As developed in the 1960s neuroscientists Ronald Melzak and Patrick Wall of the theory of spinal “gate control” ( gate control theory ) it is assumed that the pain impulse is influenced not only by physiological, but also by psychological factors. Affects, motives and evaluations are involved in the very formation of pain sensation.
It turns out that one thing is the sensation of pain, and quite another is the psychological assessment of this sensation.
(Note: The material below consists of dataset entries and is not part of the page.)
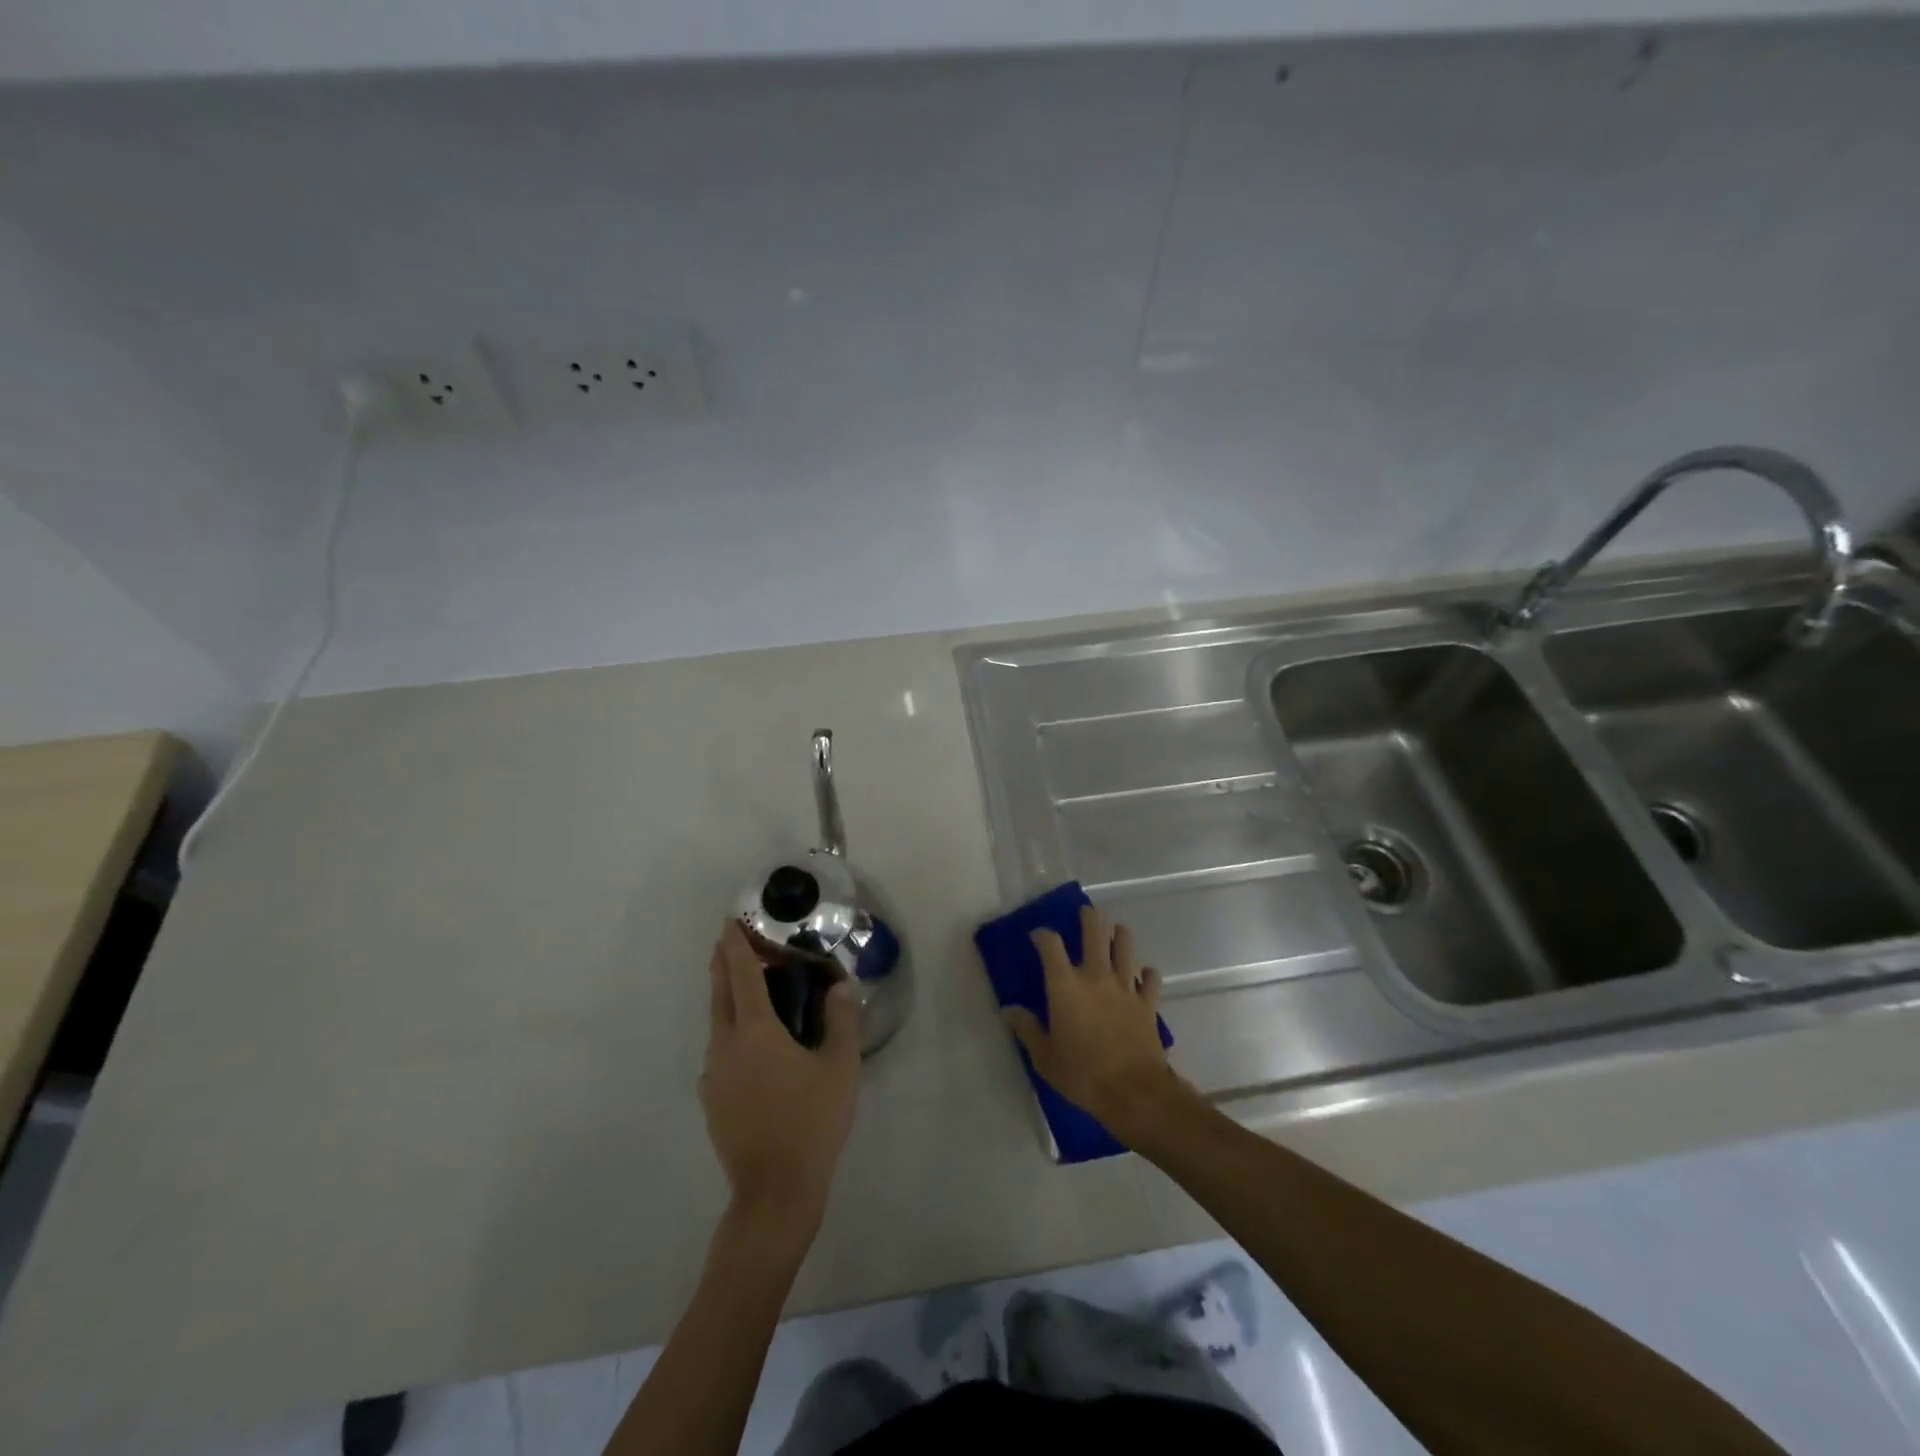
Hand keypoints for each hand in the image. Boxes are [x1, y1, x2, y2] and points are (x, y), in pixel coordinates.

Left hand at [700, 922, 860, 1242]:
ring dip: (727, 998)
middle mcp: (726, 1046)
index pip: (742, 975)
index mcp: (756, 1031)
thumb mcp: (840, 1067)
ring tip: (748, 990)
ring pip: (717, 1024)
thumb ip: (841, 1020)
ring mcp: (714, 1076)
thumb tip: (841, 985)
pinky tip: (750, 1048)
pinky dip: (731, 1034)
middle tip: (728, 941)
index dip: (736, 946)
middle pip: (720, 994)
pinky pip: (719, 1053)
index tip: (728, 922)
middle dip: (723, 963)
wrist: (775, 1191)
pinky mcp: (711, 1101)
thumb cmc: (812, 1121)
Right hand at [1002, 905, 1189, 1146]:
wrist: (1134, 1092)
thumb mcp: (1045, 1057)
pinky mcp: (1147, 1003)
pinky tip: (1143, 976)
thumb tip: (1009, 1010)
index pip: (1050, 945)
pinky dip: (1147, 974)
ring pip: (1125, 947)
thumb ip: (1027, 1029)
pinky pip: (1151, 979)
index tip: (1038, 936)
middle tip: (1086, 912)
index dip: (1043, 935)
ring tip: (1117, 932)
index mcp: (1065, 986)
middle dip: (1089, 919)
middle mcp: (1095, 976)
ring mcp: (1125, 987)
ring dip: (1121, 936)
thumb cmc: (1082, 1074)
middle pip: (1095, 933)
Answering the question posed in the title, Biro proves that psychological pain is no less real than physical. The first argument he makes is linguistic. Indeed, in many languages, physical and mental suffering are denoted by one word. At the same time, mental pain is just as difficult to express as bodily pain, people resort to metaphors, and these metaphors are very similar in both cases. The pain from the loss of a loved one also “shoots”, “stabs” and “burns”, just like the pain caused by a physical defeat.
This linguistic intuition of the most diverse cultures is also confirmed by modern neuroscience . There are two centers for registration and signal processing of the nociceptor (a neuron that is activated only by a painful stimulus), located in different areas of the brain.
The first (sensory) is responsible for the sensation of pain, the second (affective) is responsible for assessing this sensation. As a rule, they are interconnected and work simultaneously. But, as Biro shows, referring to the experiments of Naomi Eisenberg, the affective center can be activated solely by psychological trauma, without any tissue damage. Moreover, a difficult psychological experience can also trigger the center of sensations: a person experiences physical pain, although ” nociceptors are supposedly silent.” Accordingly, there is no point in dividing pain into physical and psychological.
There is a unified alarm system that responds to any type of threat. But in the case of a psychological threat, the body uses a reliable, evolutionarily proven arsenal of physical signaling.”
It is for this signaling created by millions of years of evolution that humanity pays with the ocean of its own pain. And so far, nothing could be done about it, relying only on opioid analgesics, which are increasingly contributing to the opioid epidemic.
And suddenly a breakthrough
The new study “Almond-shaped Neural Ensemble Encoding the Unpleasance of Feeling Pain” made it possible to identify and separate two subroutines of the pain algorithm:
the formation of pain as a sensation, and the formation of an emotional phenomenon – the unpleasantness of pain (the pain of a person’s experiences from the pain he experiences)
basolateral amygdala) neural ensembles play a decisive role in the formation of pathological perception of pain .
By figuring this out, the researchers were able to:
- understand the way and technique of how BLA affects the psychological aspects of the perception of congenital acute and chronic pain;
- determine how BLA encodes information through the coordinated dynamics of neurons in large ensembles;
- to evaluate and measure the contribution of BLA neural ensemble activity to chronic pain; and to identify in BLA a critical target for the neural ensemble that mediates the severity of chronic pain nuisance.
This means that it is now possible to develop treatments for chronic pain that can selectively reduce the unpleasantness of assessing pain sensations of various etiologies, without affecting the positive sensory (“signaling”) function of pain, and, importantly, preserving the reflexes and sensory-discriminatory processes necessary to identify and localize pain irritants.
Just a dream!
If it is possible to bring the new method to certified mass use, then
✔ ️ sensory sensation of pain will remain with us,
✔️ but his affective score will drop a lot.
“Well, yes, it hurts,” the person will say after the procedure.
– Well, let it hurt! It doesn’t interfere with life.